_Dataset entries_
==*==
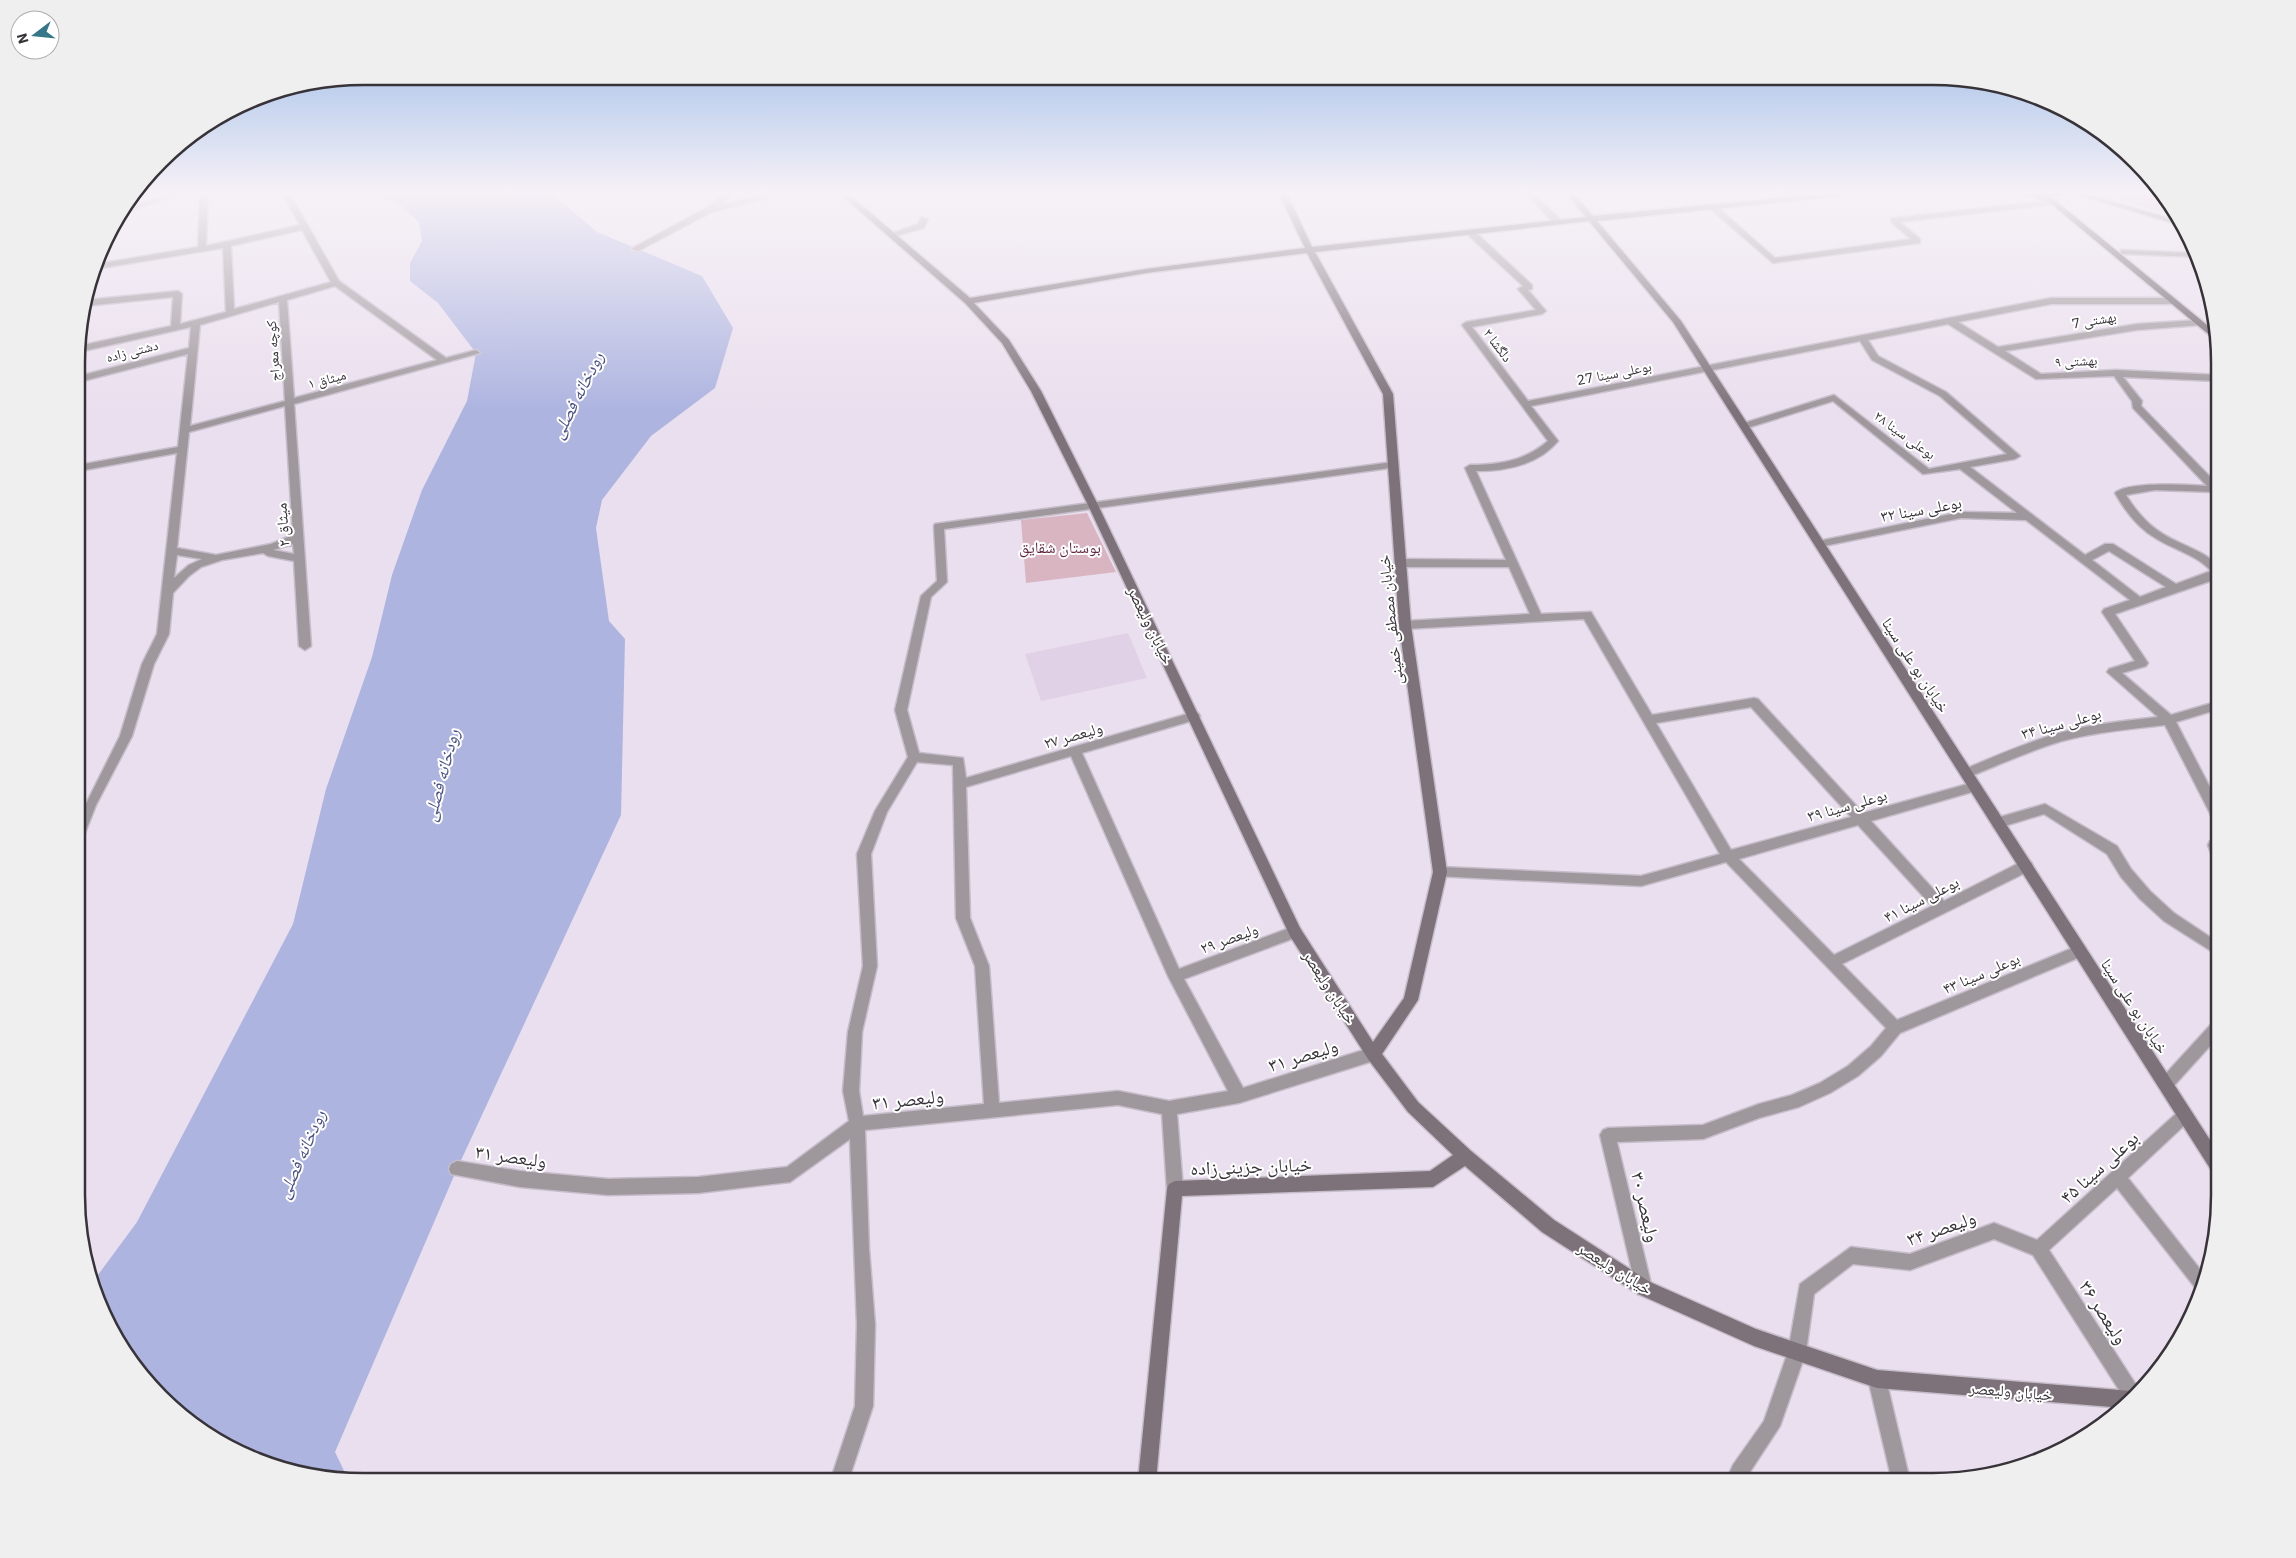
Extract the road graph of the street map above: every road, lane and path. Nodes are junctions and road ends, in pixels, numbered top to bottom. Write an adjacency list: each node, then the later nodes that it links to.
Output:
1 (228, 265): 15 (street)
2 (325, 265): 10 (street)
3 (926, 265): 13 (main road, خیابان ولیعصر)
4 (1202, 265): 13 (main road)
5 (1317, 265): 37 (main road, خیابان مصطفی خمینی)
6 (1505, 265): 33 (street, دلگشا ۲)
7 (1630, 265): 28 (main road, خیابان بو علی سینا)
8 (2130, 265): 12 (main road)
9 (2139, 265): 19 (main road)
10 (336, 284): 11 (street); 27 (street)
11 (283, 298): 15 (street); 32 (street, کوچه معراج)
12 (2172, 300): 16 (street, بوعلی سینا 27); 17 (main road)
13 (968, 301): 42 (main road, خیابان ولیعصر)
14 (91, 303): 20 (street)
15 (230, 313): 18 (street)
16 (1950, 321): 22 (street, بوعلی سینا 27); 25 (street, بهشتی ۹)
17 (2198, 322): 21 (main road); 25 (street, بهشتی 7)
18 (196, 323): 20 (street); 24 (street)
19 (2208, 323)
20 (175, 328): 23 (street)
21 (2209, 332)
22 (1862, 338): 28 (street, بوعلی سینا 27); 38 (street, بوعلی سینا ۲۸)
23 (86, 348)
24 (193, 350): 30 (street, دشتی زاده); 35 (street)
25 (1997, 350): 29 (street, بهشتی ۹)
26 (476, 353): 27 (street, میثاق ۱)
27 (444, 361): 32 (street, میثاق ۱)
28 (1707, 368): 33 (street, بوعلی سینا 27); 34 (main road, خیابان بو علی سینا)
29 (2116, 373): 31 (street, بهشتی ۹); 40 (street)
30 (85, 377)
31 (2211, 378)
32 (290, 403): 35 (street, میثاق ۱); 44 (street, میثاق ۲)
33 (1526, 404): 52 (street, دلگشا ۲)
34 (1744, 426): 38 (street, بوعلی سینا ۲۸); 45 (main road, خیابان بو علی سینا)
35 (185, 430): 36 (street)
36 (183, 449): 39 (street); 46 (street)
37 (1393, 464): 42 (street); 51 (main road, خیابان مصطفی خمینی)
38 (1961, 465): 43 (street)
39 (85, 467)
40 (2211, 485)
41 (2211, 490): 53 (street)
42 (1093, 505): 62 (main road, خیابان ولیعصر); 66 (street)
43 (2028, 517): 45 (street, بوعلی سینا ۳۲); 50 (street)
44 (298, 536): 47 (street); 49 (street, میثاق ۲)
45 (1820, 544): 67 (main road, خیابان بو علی سینا)
46 (172, 551): 48 (street); 56 (street)
47 (255, 551): 48 (street); 49 (street)
48 (230, 556): 56 (street)
49 (300, 558): 60 (street, میثاق ۲)
50 (2084, 560): 55 (street); 57 (street)
51 (1400, 564): 52 (street); 59 (main road, خیابان مصطفی خمینی)
52 (1513, 564): 58 (street)
53 (2211, 565)
54 (2211, 575): 55 (street)
55 (2175, 588): 57 (street)
56 (168, 591): 71 (street)
57 (2138, 601): 64 (street)
58 (1537, 618): 59 (street); 63 (street)
59 (1404, 625): 76 (main road, خیابان مصطفی خمینی)
60 (305, 646)
61 (2211, 707): 64 (street, بوعلی سینا ۳۴)
62 (1194, 716): 65 (street, ولیعصر ۲۷); 78 (main road, خیابان ولیعصر)
63 (1648, 720): 72 (street); 74 (street)
64 (2169, 720): 67 (street, بوعلی سینا ۳۴); 70 (street)
65 (1075, 751): 68 (street, ولیعصر ۲۷); 82 (street)
66 (914, 758): 68 (street); 91 (street)
67 (1966, 773): 69 (main road, خیابان بو علی سینا)
68 (960, 784): 89 (street)
69 (1975, 787): 72 (street, بوعلی سینا ۳۹); 73 (main road, خیابان بو علی سینا)
70 (2211, 801)
71 (85, 818)
72 (1861, 818): 74 (street, بوعلی سینا ۳۹); 77 (street)
73 (1998, 823): 75 (main road, خیابان بو علی سینا); 79 (street)
74 (1728, 856): 76 (street, بوعلی سینا ۳۹); 81 (street)
75 (2026, 866): 77 (street, بوعلی سینا ۴۱); 80 (main road, خیابان بو علی سینا)
76 (1440, 872): 85 (main road, خیابان مصطفی خمینی)
77 (1942, 908): 81 (street, بوعلی سینا ۴۱)
78 (1295, 932): 82 (street, ولیعصر ۲۹); 85 (main road, خیابان ولیعصر)
79 (2211, 945)
80 (2080, 951): 83 (street, بوعلی سینا ۴۳); 86 (main road, خیابان بو علی سینا)
81 (1832, 963): 83 (street)
82 (1174, 976): 87 (street)
83 (1895, 1028): 99 (street, ولیعصر ۳۰)
84 (2211, 1035): 86 (street)
85 (1373, 1054): 87 (street, ولیعصر ۳۱); 92 (main road, خیابان ولیعصر)
86 (2166, 1084): 90 (main road, خیابان بو علی سینا)
87 (1239, 1096): 88 (street, ولیعصر ۳۱)
88 (1169, 1108): 89 (street, ولیعصر ۳۱); 96 (street)
89 (992, 1111): 91 (street, ولیعصر ۳۱)
90 (2185, 1115): 93 (main road, خیابان بو علی سینا); 95 (street, بوعلی سینا ۴۵)
91 (857, 1124): 94 (street, ولیعصر ۳۱); 104 (street)
92 (1465, 1156): 96 (main road, خیابان جزینی‌زاده); 99 (main road, خیابان ولیعصر)
93 (2211, 1156)
94 (458, 1169)
95 (2118, 1177): 97 (street, بوعلی سینا ۴۵); 98 (street)
96 (1175, 1189): 105 (main road, خیابان جزینی‌زاده)
97 (2039, 1249): 100 (street, ولیعصر ۳۴); 102 (street, ولیعصر ۳۶)
98 (2198, 1280)
99 (1644, 1288): 100 (main road, خیابان ولیعصر)
100 (1797, 1352): 101 (main road, خیابان ولیعصر); 106 (street, ولیعصر ۳۴)
101 (1878, 1380): 103 (main road, خیابان ولیعصر); 107 (street)
102 (2130, 1392)
103 (2122, 1399)
104 (842, 1473)
105 (1148, 1473)
106 (1738, 1473)
107 (1899, 1473)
==*==
_Work to be completed_
Could you give the listing above again word for word, without any pictures?

_Response below_
Extract the road graph of the street map above: every road, lane and path. Nodes are junctions and road ends, in pixels, numbered top to bottom. Write an adjacency list: each node, then the later nodes that it links to.
Output:
1 (228, 265): 15 (street)
2 (325, 265): 10 (street)
3 (926, 265): 13 (main road, خیابان ولیعصر)
4 (1202, 265): 13 (main road)
5 (1317, 265): 37 (main road, خیابان مصطفی خمینی)
6 (1505, 265): 33 (street, دلگشا ۲)
7 (1630, 265): 28 (main road, خیابان بو علی سینا)
8 (2130, 265): 12 (main road)
9 (2139, 265): 19 (main road)
10 (336, 284): 11 (street); 27 (street)
11 (283, 298): 15 (street); 32 (street, کوچه معراج)
12 (2172, 300): 16 (street, بوعلی سینا 27); 17 (main road)
13 (968, 301): 42 (main road, خیابان ولیعصر)
14 (91, 303): 20 (street)
15 (230, 313): 18 (street)
16 (1950, 321): 22 (street, بوعلی سینا 27); 25 (street, بهشتی ۹)
17 (2198, 322): 21 (main road); 25 (street, بهشتی 7)
18 (196, 323): 20 (street); 24 (street)
19 (2208, 323)
20 (175, 328): 23 (street)
21 (2209, 332)
22 (1862, 338): 28 (street, بوعلی سینا 27); 38 (street, بوعلی سینا ۲۸)
23 (86, 348)
24 (193, 350): 30 (street, دشتی زاده); 35 (street)
25 (1997, 350): 29 (street, بهشتی ۹)
26 (476, 353): 27 (street, میثاق ۱)
27 (444, 361): 32 (street, میثاق ۱)
28 (1707, 368): 33 (street, بوعلی سینا 27); 34 (main road, خیابان بو علی سینا)
29 (2116, 373): 31 (street, بهشتی ۹); 40 (street)
30 (85, 377)
31 (2211, 378)
32 (290, 403): 35 (street, میثاق ۱); 44 (street, میثاق ۲)
33 (1526, 404): 52 (street, دلگشا ۲)
34 (1744, 426): 38 (street, بوعلی سینا ۲۸); 45 (main road, خیابان بو علی سینا)
35 (185, 430): 36 (street)
36 (183, 449): 39 (street); 46 (street)
37 (1393, 464): 42 (street); 51 (main road, خیابان مصطفی خمینی)
38 (1961, 465): 43 (street)
39 (85, 467)
40 (2211, 485)
41 (2211, 490): 53 (street)
42 (1093, 505): 62 (main road, خیابان ولیعصر); 66 (street)
43 (2028, 517): 45 (street, بوعلی سینا ۳۲); 50 (street)
44 (298, 536): 47 (street); 49 (street, میثاق ۲)
45 (1820, 544): 67 (main road, خیابان بو علی سینا)
46 (172, 551): 48 (street); 56 (street)
47 (255, 551): 48 (street); 49 (street)
48 (230, 556): 56 (street)
49 (300, 558): 60 (street, میثاق ۲)
50 (2084, 560): 55 (street); 57 (street)
51 (1400, 564): 52 (street); 59 (main road, خیابان مصطفی خمینی)
52 (1513, 564): 58 (street)
53 (2211, 565)
54 (2211, 575): 55 (street)
55 (2175, 588): 57 (street)
56 (168, 591): 71 (street)
57 (2138, 601): 64 (street)
58 (1537, 618): 59 (street); 63 (street)
59 (1404, 625): 76 (main road, خیابان مصطفی خمینی)
60 (305, 646)
61 (2211, 707): 64 (street, بوعلی سینا ۳۴)
62 (1194, 716): 65 (street, ولیعصر ۲۷); 78 (main road, خیابان ولیعصر)
63 (1648, 720): 72 (street); 74 (street)
64 (2169, 720): 67 (street, بوعلی سینا ۳۴); 70 (street)
65 (1075, 751): 68 (street, ولیعصر ۲۷); 82 (street)
66 (914, 758): 68 (street); 91 (street)
67 (1966, 773): 69 (main road, خیابان بو علی سینا)
68 (960, 784): 89 (street)
69 (1975, 787): 72 (street, بوعلی سینا ۳۹); 73 (main road, خیابان بو علی سینا)
70 (2211, 801)
71 (85, 818)
72 (1861, 818): 74 (street, بوعلی سینا ۳۹); 77 (street)
73 (1998, 823): 75 (main road, خیابان بو علی سینا); 79 (street)
74 (1728, 856): 76 (street, بوعلی سینا ۳۹); 81 (street)
75 (2026, 866): 77 (street, بوعلی سینا ۴۱); 80 (main road, خیابان بو علی سینا)
76 (1440, 872): 85 (main road, خیابان مصطفی خمینی)
77 (1942, 908): 81 (street, بوعلی سینا ۴۱)
78 (1295, 932): 82 (street, ولیعصر ۲۹); 85 (main road, خیابان ولیعصر)
79 (2211, 945)
80 (2080, 951): 83 (street, بوعلی سینا ۴۳); 86 (main road, خیابان بو علی سینا)
81 (1832, 963): 83 (street)
82 (1174, 976): 87 (street)
83 (1895, 1028): 99 (street, ولیعصر ۳۰)
84 (2211, 1035): 86 (street)
85 (1373, 1054): 87 (street, ولیعصر ۳۱); 92 (main road, خیابان ولیعصر)
86 (2166, 1084): 90 (main road, خیابان بو علی سینا)
87 (1239, 1096): 88 (street, ولیعصر ۳۱)
88 (1169, 1108): 89 (street, ولیعصر ۳۱); 96 (street)
89 (992, 1111): 91 (street, ولیعصر ۳۱)
90 (2185, 1115): 93 (main road, خیابان بو علی سینا); 95 (street, بوعلی سینا ۴۵)
91 (857, 1124): 94 (street, ولیعصر ۳۱); 104 (street)
92 (1465, 1156): 96 (main road, خیابان جزینی‌زاده); 99 (main road, خیابان ولیعصر)
93 (2211, 1156)
94 (458, 1169)
95 (2118, 1177): 97 (street, بوعلی سینا ۴۵); 98 (street)
96 (1175, 1189): 105 (main road, خیابان جزینی‌زاده)
97 (2039, 1249): 100 (street, ولیعصر ۳۴); 102 (street, ولیعصر ۳۶)
98 (2198, 1280)
99 (1644, 1288): 100 (main road, خیابان ولیعصر)
100 (1797, 1352): 101 (main road, خیابان ولیعصر); 106 (street, ولیعصر ۳۴)
101 (1878, 1380): 103 (main road, خیابان ولیعصر); 107 (street)
102 (2130, 1392)
103 (2122, 1399)
104 (842, 1473)
105 (1148, 1473)
106 (1738, 1473)
107 (1899, 1473)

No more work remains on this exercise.